==== Data listing

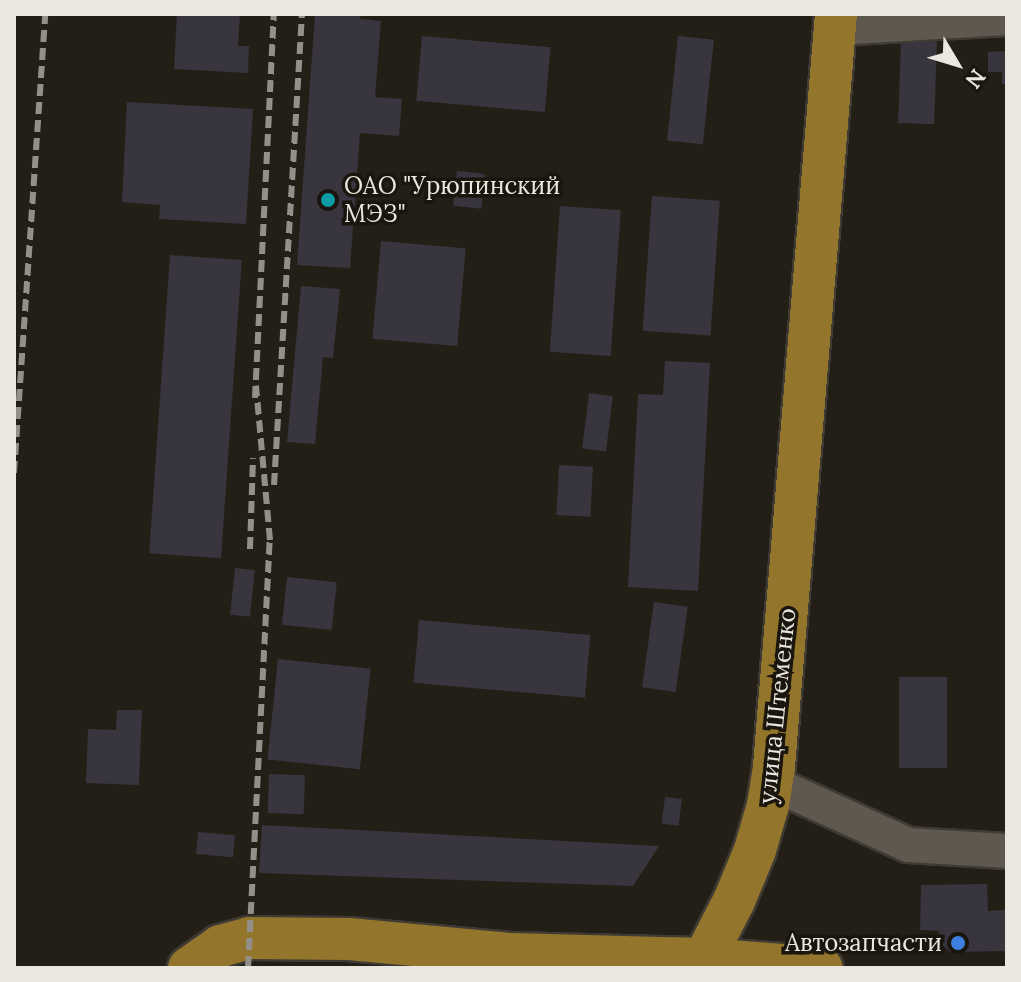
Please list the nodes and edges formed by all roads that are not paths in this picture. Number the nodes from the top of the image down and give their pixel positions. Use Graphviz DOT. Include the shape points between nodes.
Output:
graph roads {
  1 [pos="1007,18"];
  2 [pos="836,21"];
  3 [pos="772,783"];
  4 [pos="1007,851"];
  5 [pos="704,959"];
  6 [pos="189,968"];
  7 [pos="822,968"];
  1 -- 2 [label="street"];
  2 -- 3 [label="main road, улица Штеменко"];
  3 -- 4 [label="street" via="908,845"];
  3 -- 5 [label="main road, улица Штеменко" via="755,850"];
  5 -- 6 [label="main road" via="249,938 220,946"];
  5 -- 7 [label="main road"];
}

========

● **About this task**:
When you write out the material above, keep every line exact and drop each picture.

● **The answer**:
Please list the nodes and edges formed by all roads that are not paths in this picture. Number the nodes from the top of the image down and give their pixel positions. Use Graphviz DOT. Include the shape points between nodes.
Output:
graph roads {
  1 [pos="1007,18"];
  2 [pos="836,21"];
  3 [pos="772,783"];
  4 [pos="1007,851"];
  5 [pos="704,959"];
  6 [pos="189,968"];
  7 [pos="822,968"];
  1 -- 2 [label="street"];
  2 -- 3 [label="main road, улица Штеменко"];
  3 -- 4 [label="street" via="908,845"];
  3 -- 5 [label="main road, улица Штеменко" via="755,850"];
  5 -- 6 [label="main road" via="249,938 220,946"];
  5 -- 7 [label="main road"];
}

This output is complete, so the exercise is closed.